Basic Manoeuvres

February 13, 2009 – 7:24 pm

I’ve started developing a set of basic routines for the bot which can be called upon by any particular program, rather than hard coding them in each time. As well as making programs quicker to write (and hopefully easier to read), this helps future-proof task-specific code in case I make changes to the hardware platform.

For instance, the autonomous roaming code used in the previous post performs all turns by calls to basic routines in a separate file with obvious names like turnRight45. So if I fit, say, tracks instead of the current wheels, I can correct that one file once instead of hunting down and fixing every motor command in my other programs. This will also help when the LED wires fall out and I forget which port was assigned to which colour :)

The ‘correct’ java way to do this would probably be to extend the RobotClient to add such methods, but for now I’m just pulling them from a separate class. It took quite a while to work out how to even do that – I lost an hour trying to master the art of importing, before I discovered that the correct approach is ‘do nothing’. I declare the methods in a class QwerkBot saved in the same place as my other programs, and then if they make mention of some method QwerkBot.foo the compiler will add that in. Handy!

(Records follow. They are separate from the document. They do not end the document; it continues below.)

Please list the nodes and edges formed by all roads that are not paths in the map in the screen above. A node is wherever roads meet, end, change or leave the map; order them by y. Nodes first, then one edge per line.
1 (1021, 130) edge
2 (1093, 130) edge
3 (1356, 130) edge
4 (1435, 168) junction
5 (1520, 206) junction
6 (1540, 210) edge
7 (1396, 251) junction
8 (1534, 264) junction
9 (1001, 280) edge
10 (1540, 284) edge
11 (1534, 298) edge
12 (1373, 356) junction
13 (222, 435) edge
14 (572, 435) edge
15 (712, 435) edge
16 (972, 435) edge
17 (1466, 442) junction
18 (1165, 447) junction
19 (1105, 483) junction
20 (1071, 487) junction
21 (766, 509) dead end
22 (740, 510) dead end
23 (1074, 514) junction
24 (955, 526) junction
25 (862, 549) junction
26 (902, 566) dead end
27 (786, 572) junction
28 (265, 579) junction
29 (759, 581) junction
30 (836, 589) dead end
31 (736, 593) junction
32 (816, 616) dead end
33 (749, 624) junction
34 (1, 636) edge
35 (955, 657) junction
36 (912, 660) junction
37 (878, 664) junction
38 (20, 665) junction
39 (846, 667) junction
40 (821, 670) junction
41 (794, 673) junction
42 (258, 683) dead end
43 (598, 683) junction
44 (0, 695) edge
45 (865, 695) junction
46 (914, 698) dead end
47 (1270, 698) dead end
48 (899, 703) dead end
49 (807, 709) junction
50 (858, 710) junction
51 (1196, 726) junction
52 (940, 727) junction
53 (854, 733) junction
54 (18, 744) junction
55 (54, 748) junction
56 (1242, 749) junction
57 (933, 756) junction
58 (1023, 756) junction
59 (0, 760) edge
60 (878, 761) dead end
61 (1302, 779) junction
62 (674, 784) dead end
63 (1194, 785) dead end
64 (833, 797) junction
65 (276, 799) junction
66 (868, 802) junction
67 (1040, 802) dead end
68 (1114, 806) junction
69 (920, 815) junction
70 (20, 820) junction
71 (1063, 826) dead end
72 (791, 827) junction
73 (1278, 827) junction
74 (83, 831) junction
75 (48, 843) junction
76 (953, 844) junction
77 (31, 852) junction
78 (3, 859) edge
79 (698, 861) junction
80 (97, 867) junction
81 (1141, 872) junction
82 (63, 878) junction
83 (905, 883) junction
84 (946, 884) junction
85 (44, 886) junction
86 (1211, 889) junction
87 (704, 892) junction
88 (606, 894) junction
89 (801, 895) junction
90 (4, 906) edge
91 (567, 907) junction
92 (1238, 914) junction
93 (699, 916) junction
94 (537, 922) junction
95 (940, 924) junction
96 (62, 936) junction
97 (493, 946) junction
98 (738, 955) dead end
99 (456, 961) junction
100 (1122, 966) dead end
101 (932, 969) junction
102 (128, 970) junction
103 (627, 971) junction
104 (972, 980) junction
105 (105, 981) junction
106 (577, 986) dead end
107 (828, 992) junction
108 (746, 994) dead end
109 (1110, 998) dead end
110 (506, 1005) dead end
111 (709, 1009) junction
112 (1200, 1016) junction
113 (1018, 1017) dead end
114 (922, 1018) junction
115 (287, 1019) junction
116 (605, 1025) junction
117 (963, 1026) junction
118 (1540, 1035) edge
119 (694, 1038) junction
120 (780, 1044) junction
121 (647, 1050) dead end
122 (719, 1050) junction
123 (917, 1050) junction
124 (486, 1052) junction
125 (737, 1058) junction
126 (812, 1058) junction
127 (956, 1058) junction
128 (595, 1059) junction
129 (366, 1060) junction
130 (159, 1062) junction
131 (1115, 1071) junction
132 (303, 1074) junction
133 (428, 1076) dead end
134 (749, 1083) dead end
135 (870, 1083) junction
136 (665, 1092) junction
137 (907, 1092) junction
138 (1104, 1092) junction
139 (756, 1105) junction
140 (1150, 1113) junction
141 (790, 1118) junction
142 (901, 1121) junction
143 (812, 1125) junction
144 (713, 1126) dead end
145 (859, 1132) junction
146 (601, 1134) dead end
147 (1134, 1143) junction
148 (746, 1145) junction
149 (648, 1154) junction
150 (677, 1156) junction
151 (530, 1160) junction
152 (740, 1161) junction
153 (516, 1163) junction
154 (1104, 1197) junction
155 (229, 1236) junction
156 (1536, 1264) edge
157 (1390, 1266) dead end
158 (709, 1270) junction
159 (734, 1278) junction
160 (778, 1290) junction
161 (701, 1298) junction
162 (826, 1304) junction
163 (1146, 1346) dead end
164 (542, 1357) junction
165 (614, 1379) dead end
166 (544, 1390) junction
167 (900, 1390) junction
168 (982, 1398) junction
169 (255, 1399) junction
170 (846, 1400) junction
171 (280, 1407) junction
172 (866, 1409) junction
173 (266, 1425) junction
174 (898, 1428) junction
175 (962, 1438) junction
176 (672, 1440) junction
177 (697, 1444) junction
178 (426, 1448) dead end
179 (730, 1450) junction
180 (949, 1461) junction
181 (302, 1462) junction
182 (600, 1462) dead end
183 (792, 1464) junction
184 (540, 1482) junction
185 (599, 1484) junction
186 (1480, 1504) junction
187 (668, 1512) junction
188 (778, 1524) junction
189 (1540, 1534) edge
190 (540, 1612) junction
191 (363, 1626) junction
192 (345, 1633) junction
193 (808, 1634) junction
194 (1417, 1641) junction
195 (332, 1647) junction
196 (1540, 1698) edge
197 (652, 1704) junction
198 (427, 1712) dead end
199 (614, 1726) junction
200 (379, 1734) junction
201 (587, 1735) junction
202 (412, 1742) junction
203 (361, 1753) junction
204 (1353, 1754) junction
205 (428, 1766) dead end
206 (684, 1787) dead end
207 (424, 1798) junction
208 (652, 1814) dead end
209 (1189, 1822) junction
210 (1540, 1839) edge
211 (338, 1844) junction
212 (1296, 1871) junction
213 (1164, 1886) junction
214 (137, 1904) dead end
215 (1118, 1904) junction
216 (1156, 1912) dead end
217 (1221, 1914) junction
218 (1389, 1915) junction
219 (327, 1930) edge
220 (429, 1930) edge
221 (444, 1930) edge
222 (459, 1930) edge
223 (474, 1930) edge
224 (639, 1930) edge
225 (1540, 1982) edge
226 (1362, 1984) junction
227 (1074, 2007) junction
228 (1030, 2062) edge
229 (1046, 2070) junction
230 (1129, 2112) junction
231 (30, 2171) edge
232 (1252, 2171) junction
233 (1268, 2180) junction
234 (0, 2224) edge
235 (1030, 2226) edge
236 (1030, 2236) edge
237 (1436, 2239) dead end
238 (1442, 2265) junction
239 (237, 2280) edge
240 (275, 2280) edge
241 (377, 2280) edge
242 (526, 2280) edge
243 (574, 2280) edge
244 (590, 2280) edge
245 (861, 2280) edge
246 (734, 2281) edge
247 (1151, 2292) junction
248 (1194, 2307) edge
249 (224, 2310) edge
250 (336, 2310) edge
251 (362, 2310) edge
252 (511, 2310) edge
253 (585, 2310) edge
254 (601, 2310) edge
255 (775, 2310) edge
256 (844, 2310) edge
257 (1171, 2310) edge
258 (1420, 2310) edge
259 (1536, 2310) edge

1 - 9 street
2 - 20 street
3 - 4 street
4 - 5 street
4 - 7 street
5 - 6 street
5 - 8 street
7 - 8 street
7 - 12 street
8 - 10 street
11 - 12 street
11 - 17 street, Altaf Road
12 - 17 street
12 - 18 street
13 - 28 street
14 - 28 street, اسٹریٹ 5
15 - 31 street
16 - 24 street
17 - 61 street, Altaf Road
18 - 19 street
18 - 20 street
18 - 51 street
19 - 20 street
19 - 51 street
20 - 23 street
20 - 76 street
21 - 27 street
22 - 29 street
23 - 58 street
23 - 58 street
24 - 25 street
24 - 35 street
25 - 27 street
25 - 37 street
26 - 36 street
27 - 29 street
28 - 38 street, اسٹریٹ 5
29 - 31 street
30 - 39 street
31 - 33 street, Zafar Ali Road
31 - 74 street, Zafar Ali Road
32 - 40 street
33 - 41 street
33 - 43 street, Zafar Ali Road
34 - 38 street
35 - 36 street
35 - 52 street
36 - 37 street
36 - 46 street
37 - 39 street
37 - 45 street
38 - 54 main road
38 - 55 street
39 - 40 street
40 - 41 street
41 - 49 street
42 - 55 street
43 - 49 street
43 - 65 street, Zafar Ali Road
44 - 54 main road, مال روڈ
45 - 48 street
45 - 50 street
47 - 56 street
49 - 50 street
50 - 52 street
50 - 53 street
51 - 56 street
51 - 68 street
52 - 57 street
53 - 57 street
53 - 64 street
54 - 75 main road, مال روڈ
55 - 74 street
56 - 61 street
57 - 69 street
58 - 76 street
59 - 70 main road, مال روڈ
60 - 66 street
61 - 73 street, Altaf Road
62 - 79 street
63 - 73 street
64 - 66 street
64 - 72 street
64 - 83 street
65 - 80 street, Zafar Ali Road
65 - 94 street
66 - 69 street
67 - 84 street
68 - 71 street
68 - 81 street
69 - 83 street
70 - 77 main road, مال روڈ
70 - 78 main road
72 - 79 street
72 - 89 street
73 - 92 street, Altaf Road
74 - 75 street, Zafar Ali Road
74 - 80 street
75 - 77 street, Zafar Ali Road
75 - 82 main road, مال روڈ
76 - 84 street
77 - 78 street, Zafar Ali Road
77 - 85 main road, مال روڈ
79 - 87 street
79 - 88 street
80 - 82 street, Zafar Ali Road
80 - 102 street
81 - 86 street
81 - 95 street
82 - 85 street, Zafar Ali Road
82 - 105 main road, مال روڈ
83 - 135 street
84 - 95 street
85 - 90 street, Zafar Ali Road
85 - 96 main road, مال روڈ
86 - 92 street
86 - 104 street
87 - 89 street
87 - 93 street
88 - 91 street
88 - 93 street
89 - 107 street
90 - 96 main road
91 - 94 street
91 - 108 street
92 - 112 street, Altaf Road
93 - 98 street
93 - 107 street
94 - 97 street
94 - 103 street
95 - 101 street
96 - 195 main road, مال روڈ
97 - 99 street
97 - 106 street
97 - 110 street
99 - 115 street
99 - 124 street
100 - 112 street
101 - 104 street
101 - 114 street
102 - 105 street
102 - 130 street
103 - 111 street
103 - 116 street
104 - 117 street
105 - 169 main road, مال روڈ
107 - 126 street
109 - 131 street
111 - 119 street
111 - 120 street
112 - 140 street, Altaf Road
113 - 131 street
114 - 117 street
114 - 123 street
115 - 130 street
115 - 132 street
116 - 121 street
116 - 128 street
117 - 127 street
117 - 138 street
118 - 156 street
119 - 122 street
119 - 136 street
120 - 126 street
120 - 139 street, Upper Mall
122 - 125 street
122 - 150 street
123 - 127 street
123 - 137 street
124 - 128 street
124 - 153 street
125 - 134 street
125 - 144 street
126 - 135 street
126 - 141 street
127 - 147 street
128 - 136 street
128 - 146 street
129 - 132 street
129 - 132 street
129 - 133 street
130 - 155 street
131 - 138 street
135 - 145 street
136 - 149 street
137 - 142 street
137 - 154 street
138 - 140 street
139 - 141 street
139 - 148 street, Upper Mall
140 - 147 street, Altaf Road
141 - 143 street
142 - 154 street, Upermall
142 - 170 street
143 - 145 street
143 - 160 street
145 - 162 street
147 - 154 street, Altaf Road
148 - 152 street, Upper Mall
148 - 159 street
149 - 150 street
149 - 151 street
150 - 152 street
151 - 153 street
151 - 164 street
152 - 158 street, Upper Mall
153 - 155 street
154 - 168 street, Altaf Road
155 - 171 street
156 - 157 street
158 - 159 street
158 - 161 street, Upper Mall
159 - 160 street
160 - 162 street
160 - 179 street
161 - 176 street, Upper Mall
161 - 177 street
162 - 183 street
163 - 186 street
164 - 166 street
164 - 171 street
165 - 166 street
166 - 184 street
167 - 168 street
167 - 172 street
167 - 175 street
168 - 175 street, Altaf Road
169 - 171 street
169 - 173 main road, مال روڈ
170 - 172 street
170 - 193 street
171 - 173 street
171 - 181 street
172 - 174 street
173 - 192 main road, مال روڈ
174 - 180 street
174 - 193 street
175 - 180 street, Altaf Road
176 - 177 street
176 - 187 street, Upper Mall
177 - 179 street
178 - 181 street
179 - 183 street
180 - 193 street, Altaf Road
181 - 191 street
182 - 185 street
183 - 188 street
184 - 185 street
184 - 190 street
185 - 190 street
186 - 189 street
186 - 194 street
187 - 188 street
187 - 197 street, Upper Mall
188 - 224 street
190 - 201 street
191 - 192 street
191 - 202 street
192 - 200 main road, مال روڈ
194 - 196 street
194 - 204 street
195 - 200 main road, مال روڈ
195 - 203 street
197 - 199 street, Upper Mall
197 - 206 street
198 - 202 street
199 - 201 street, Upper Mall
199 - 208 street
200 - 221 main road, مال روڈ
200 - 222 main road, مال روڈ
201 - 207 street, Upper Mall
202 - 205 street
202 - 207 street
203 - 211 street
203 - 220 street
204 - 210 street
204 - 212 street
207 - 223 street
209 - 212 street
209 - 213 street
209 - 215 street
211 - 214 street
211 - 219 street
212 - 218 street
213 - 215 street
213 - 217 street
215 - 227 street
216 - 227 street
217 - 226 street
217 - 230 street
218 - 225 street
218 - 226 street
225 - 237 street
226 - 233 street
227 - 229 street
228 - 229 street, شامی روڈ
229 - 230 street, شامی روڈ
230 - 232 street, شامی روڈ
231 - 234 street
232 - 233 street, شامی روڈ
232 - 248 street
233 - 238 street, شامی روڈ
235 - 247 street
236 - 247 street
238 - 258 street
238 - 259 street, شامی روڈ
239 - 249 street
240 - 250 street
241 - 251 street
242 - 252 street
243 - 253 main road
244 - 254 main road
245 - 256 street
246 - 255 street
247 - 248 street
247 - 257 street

However, there’s still the question of writing the basic routines themselves, and here I’m bumping into some limitations of the Qwerk and its API. For instance, a few of the 180 turns in the roaming videos are nothing of the sort! This is because I currently have no way of detecting a heading, be it landmarks, wheel quadrature or a compass module. Even from a dead stop, knowing the motor commands sent is not enough; the driving surface, and that uncontrolled rear castor, will influence the physical outcome. Poking around in the interface for the iRobot Create suggests it can be given precise angle instructions, so perhaps such a base would be a worthwhile future upgrade for more ambitious projects.